G. E. Starkey
Private no. 78033
Private, Durham Light Infantry, 15th Battalion, formerly M/301054, R.A.S.C. (M.T.)
Born in Clapham; enlisted in Grove Park; lived in Brixton
Killed in action on 22 March 1918, aged 19
CWGC: “Son of George A. Starkey and Letitia A. Starkey, of 85 St James’s Road, Brixton, London.”
Remembered at Pozières Memorial, France
British Army WWI Service and Pension Records 1914-1920
George Ernest Starkey had two Army careers, both short. On 12 May 1915 he joined the 21st Battalion of the London Regiment at the Flodden Road recruiting office in Camberwell. He was described as dark complexioned, with brown eyes and dark brown hair. He stood 5 feet 6½ inches, with a 34½ inch chest (which he could expand by 2 inches), and unusually for most recruits he was relatively sturdy: over 7½ stone. Surprisingly, despite his flat feet, he passed the physical. Indeed, his physical development judged “good”, with only a scar on the small of his back and four scars on the fingers of his left hand as minor defects. He said he was a porter, and he said he was of age.
Unfortunately, he lasted only 167 days. He was discovered to have made a “mis-statement as to age.” The officer who discharged him described his military character as good. “This man,” he continued, even though Starkey was only 16 or 17, “would have continued a good soldier if he had been of the required age.”
Starkey was back on 17 March 1917, at Grove Park recruiting office. This time he joined the Army Service Corps as a driver – perhaps he used the intervening time to learn how to drive. Although he had grown no taller, he was now broader: 11 stone, with a 39 inch chest. He was fairly swiftly sent to join the 88th Training Reserve (recruits were not allocated to any particular regiment), and from there he joined the Durham Light Infantry.
His notes contain no shocks. Starkey committed only two misdemeanours: at Seaham Harbour, on 6 December 1917 he was punished with seven days confinement to barracks for “inatttention in afternoon parade.” In January the following year, and also at Seaham, he was docked three days’ pay for “overstaying his pass from 6pm and remaining absent until 10pm the 4th inst [4 January] when under orders for embarkation for active service.” On 9 January, after nearly a year at Home, he sailed for France.
Starkey allotted part of his pay to his mother. The record is difficult to read but I think the amount is 14s 2d.
There are over 600 names from the Durham Light Infantry on the Pozières Memorial, which relates to the period of between March and April 1918 when the Allied Fifth Army was driven back by the enemy across the former Somme battlefields.

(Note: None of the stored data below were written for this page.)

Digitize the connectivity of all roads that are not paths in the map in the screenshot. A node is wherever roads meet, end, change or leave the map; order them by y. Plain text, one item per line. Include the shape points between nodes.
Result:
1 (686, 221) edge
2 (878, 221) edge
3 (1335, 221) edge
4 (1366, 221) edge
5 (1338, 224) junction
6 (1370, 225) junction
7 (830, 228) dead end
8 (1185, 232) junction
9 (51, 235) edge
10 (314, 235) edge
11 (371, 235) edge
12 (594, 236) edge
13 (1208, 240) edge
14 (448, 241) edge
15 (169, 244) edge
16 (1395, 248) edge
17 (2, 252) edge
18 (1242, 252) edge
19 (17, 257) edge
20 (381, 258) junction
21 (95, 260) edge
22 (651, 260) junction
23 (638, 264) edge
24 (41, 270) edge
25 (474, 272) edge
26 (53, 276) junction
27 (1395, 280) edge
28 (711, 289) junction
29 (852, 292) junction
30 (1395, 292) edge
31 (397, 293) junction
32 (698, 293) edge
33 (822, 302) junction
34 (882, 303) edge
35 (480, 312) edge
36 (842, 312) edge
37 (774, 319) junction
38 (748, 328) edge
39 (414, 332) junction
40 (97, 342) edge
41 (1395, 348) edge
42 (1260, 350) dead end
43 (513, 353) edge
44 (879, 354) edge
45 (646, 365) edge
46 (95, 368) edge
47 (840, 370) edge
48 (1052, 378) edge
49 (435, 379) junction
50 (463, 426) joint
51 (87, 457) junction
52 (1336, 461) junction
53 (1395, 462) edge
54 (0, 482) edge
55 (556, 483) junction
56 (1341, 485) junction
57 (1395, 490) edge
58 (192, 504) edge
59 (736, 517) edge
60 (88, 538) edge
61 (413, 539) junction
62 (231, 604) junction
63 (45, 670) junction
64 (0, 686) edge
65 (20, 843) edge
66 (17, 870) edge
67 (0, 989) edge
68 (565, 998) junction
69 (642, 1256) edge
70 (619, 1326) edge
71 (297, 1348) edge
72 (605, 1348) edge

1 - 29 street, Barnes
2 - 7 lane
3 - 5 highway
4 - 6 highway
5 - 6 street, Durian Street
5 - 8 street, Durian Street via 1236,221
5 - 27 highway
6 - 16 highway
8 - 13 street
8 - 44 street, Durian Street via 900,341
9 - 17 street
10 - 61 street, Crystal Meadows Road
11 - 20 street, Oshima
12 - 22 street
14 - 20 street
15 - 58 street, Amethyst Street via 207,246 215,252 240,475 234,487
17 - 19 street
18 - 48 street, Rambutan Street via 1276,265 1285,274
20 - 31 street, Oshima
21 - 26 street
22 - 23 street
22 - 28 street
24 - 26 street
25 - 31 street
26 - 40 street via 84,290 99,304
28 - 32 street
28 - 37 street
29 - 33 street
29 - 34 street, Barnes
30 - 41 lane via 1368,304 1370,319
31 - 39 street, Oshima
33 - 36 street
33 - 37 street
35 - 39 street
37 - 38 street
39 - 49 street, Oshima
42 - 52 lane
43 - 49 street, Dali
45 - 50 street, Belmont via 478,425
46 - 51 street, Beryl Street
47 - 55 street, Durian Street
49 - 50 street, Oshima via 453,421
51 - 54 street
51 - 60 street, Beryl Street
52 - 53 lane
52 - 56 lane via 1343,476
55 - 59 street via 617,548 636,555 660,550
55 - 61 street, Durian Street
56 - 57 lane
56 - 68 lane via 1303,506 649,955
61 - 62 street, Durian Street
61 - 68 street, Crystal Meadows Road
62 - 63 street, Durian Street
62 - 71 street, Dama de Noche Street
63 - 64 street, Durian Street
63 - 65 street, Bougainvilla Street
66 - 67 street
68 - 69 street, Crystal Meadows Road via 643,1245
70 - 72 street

Information from the censuses
In 1911 George Ernest Starkey was a 12-year-old schoolboy living at 85 St James’s Road, Brixton, where his family had an eight-roomed house. His mother, Letitia Starkey, 37, was a furniture dealer, born in Borough, with five children: Millicent Starkey, 16, Percy Starkey, 13; George, 12; Jeanette Starkey, 9; Irene Starkey, 6. They had a live-in servant: Henrietta Gridley, 44 and single, from Essex and a boarder, Hilda Styles, 22, single and from London. There is no mention of George Starkey (senior), who is mentioned in Starkey’s service record as living at 39 Station Road, Brixton and is on the 1901 census as a 29-year-old tailor’s cutter from Islington. Letitia described herself as “married.” The evidence points to them being separated, at least for a while.